▶ WHAT YOU SHOULD DO: Would you repeat the entries below exactly and omit the pictures?

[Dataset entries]
Start of Block

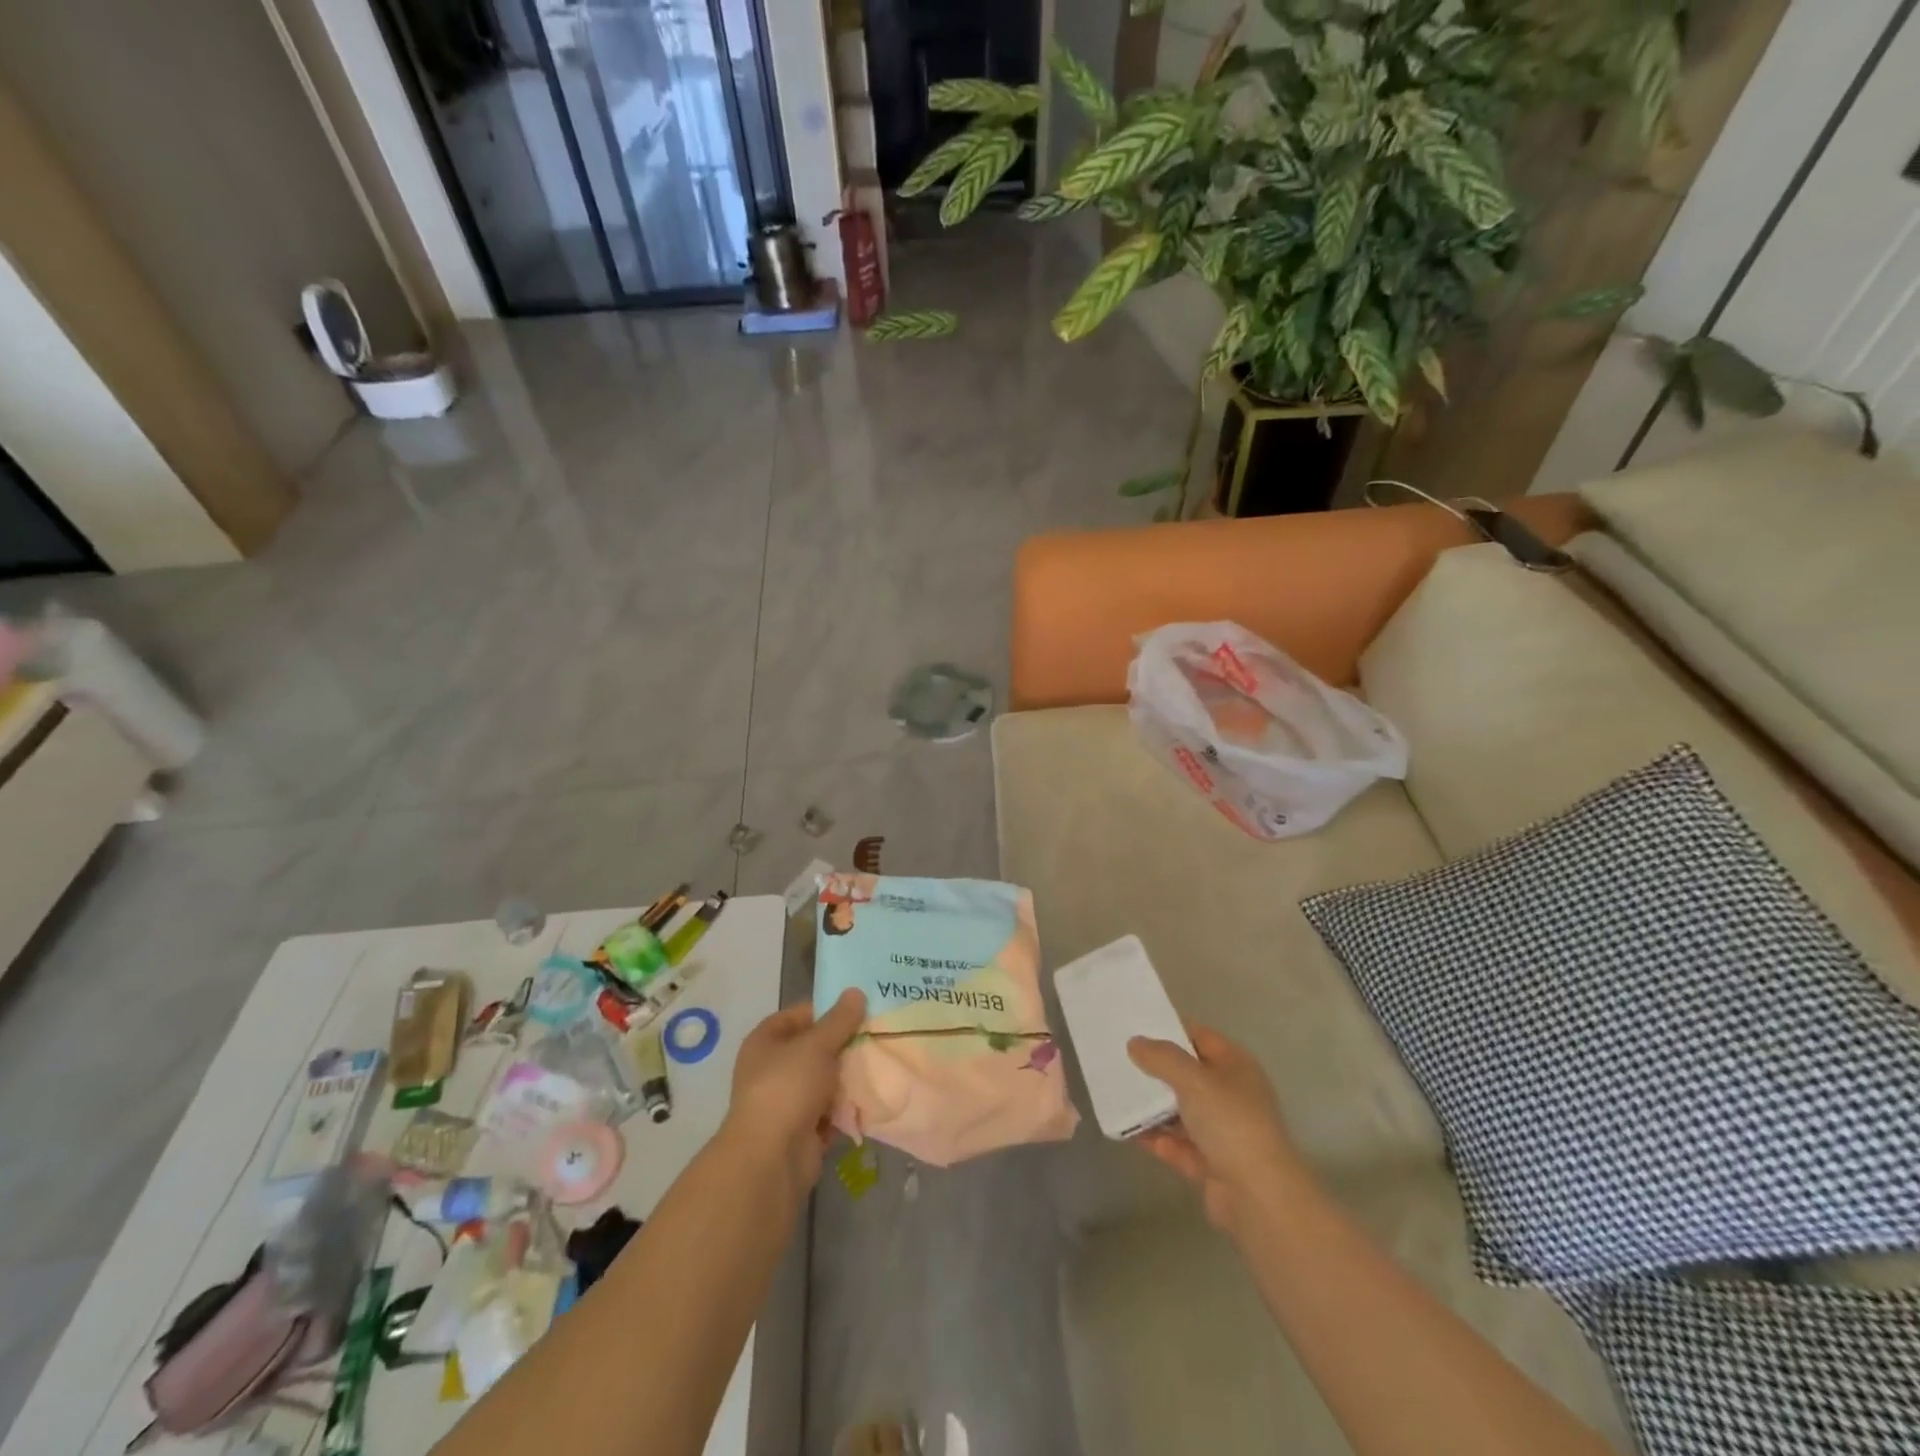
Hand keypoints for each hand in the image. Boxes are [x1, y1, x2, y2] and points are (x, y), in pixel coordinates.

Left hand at [722, 989, 865, 1191]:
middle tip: (877, 1035)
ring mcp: (787, 1101)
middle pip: (814, 1047)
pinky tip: (872, 1095)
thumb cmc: (788, 1087)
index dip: (828, 1010)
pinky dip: (847, 1105)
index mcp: (765, 1041)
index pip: (799, 1015)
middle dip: (844, 1044)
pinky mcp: (802, 1129)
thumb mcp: (817, 1045)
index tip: (860, 1010)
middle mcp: (772, 1068)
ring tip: (881, 1063)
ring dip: (848, 1075)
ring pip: (825, 1079)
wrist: (772, 1158)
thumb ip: (839, 1020)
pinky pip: (830, 1109)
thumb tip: (856, 992)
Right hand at [1127, 1023, 1304, 1236]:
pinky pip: (1177, 1144)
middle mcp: (1231, 1095)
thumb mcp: (1193, 1080)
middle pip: (1188, 1075)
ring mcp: (1223, 1132)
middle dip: (1156, 1069)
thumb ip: (1162, 1058)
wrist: (1259, 1198)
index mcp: (1236, 1066)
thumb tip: (1135, 1042)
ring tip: (1116, 1093)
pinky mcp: (1211, 1164)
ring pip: (1181, 1111)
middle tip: (1118, 1059)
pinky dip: (1156, 1139)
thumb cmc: (1231, 1124)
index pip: (1199, 1037)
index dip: (1169, 1029)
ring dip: (1152, 1106)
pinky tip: (1128, 1132)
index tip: (1134, 1025)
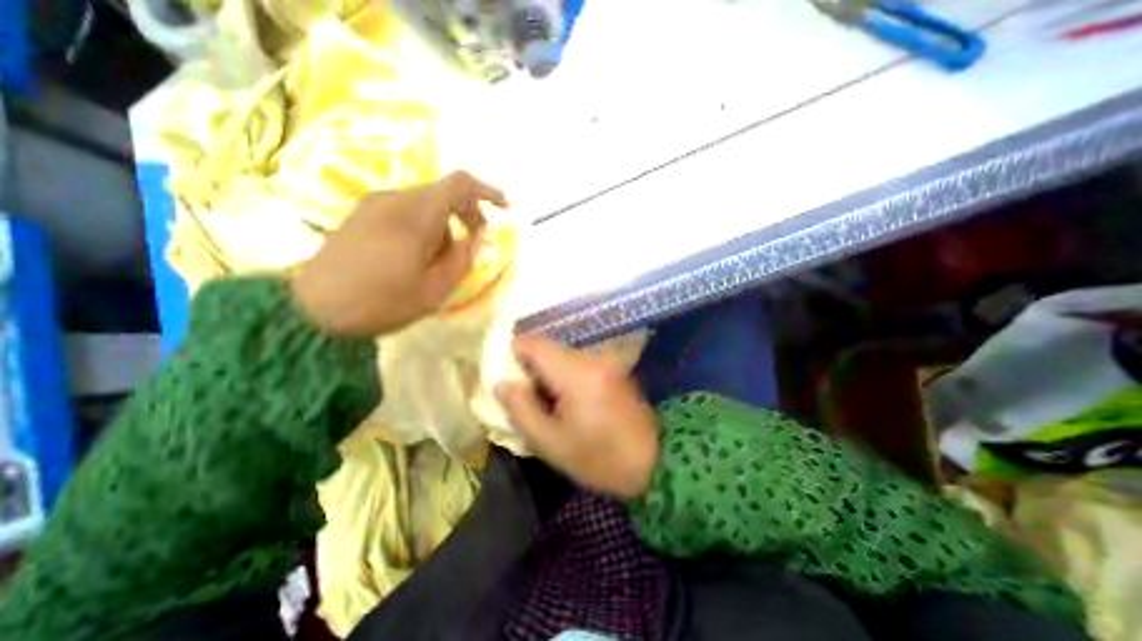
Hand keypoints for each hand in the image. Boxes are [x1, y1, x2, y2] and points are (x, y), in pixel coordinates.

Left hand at [294, 172, 506, 336]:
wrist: (313, 310)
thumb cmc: (382, 302)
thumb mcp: (435, 289)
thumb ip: (462, 258)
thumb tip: (476, 236)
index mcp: (415, 216)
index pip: (459, 184)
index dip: (486, 191)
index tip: (504, 206)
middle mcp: (394, 200)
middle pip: (442, 192)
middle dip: (466, 213)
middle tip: (473, 242)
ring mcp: (374, 204)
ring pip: (424, 203)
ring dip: (443, 224)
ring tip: (437, 260)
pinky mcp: (361, 214)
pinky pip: (404, 210)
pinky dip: (423, 226)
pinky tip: (414, 255)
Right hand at [494, 336, 659, 499]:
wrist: (653, 462)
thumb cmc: (598, 458)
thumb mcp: (550, 443)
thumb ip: (520, 409)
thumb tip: (502, 383)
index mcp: (574, 372)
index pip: (533, 343)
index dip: (513, 357)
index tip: (509, 381)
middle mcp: (590, 357)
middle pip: (547, 347)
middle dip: (530, 368)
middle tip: (527, 399)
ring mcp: (604, 361)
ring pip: (561, 355)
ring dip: (548, 373)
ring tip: (548, 405)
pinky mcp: (611, 368)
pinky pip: (577, 363)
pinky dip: (564, 376)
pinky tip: (568, 402)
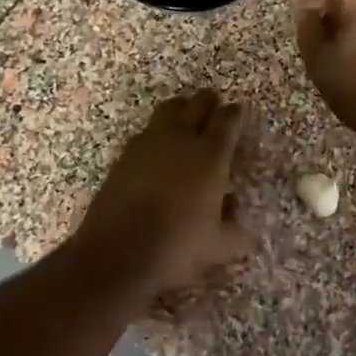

End of Block

▶ OUTPUT OF THE TASK:
Hand keypoints for each hand in the image. Boxes are [x1, y1, x2, y2] and points are (x, y), in pixel coordinates.

Left hand at [722, 989, 865, 1191]:
middle tip: (877, 1035)
ring mcp: (787, 1101)
middle pip: (814, 1047)
pinky tip: (872, 1095)
thumb cmc: (788, 1087)
index dip: (828, 1010)
pinky dip: (847, 1105)
index mcp: (765, 1041)
index pip: (799, 1015)
middle dip: (844, 1044)
pinky mcp: (802, 1129)
thumb mcp: (817, 1045)
index tip: (860, 1010)
middle mcp: (772, 1068)
ring tip: (881, 1063)
ring dip: (848, 1075)
ring pip: (825, 1079)
wrist: (772, 1158)
thumb ip: (839, 1020)
pinky pip: (830, 1109)
thumb tip: (856, 992)
Right hand at [1127, 1023, 1304, 1236]:
pinky pip: (1177, 1144)
middle mcp: (1231, 1095)
thumb mcp: (1193, 1080)
middle pip: (1188, 1075)
ring mcp: (1223, 1132)
middle dip: (1156, 1069)
thumb ip: (1162, 1058)
wrist: (1259, 1198)
index mcp: (1236, 1066)
thumb tip: (1135, 1042)
ring tip: (1116, 1093)
pinky mcp: (1211, 1164)
ring pip: (1181, 1111)
middle tip: (1118, 1059)
pinky dip: (1156, 1139)
thumb cmc: (1231, 1124)
index pip: (1199, 1037)
index dip: (1169, 1029)
ring dip: (1152, 1106)
pinky tip: (1128, 1132)
index tip: (1134, 1025)
Hand keypoints for each hand in the image. Boxes are [x1, y1, x2, y2] and points are (x, y), in pixel coordinates.

Left hand at [294, 172, 506, 336]:
wrist: (313, 310)
thumb cmc: (382, 302)
thumb mcp: (435, 289)
thumb ip: (462, 258)
thumb tip: (476, 236)
index mcp: (415, 216)
index pip: (459, 184)
index dip: (486, 191)
index tip: (504, 206)
middle mcp: (394, 200)
middle pip: (442, 192)
middle dip: (466, 213)
middle tip: (473, 242)
ring mcp: (374, 204)
ring pip: (424, 203)
ring dip: (443, 224)
ring tip: (437, 260)
pinky mcp: (361, 214)
pinky pip: (404, 210)
pinky dip: (423, 226)
pinky tip: (414, 255)
Right hand at [494, 336, 659, 499]:
wrist: (653, 462)
thumb cmc: (598, 458)
thumb mcp: (550, 443)
thumb ip: (520, 409)
thumb tip: (502, 383)
index mcp: (574, 372)
index pip: (533, 343)
index dip: (513, 357)
index tip: (509, 381)
middle mcp: (590, 357)
middle pip: (547, 347)
middle dip: (530, 368)
middle tip: (527, 399)
ring mcp: (604, 361)
ring pip: (561, 355)
ring dip: (548, 373)
ring tip: (548, 405)
pinky mcp: (611, 368)
pinky pip: (577, 363)
pinky dip: (564, 376)
pinky tip: (568, 402)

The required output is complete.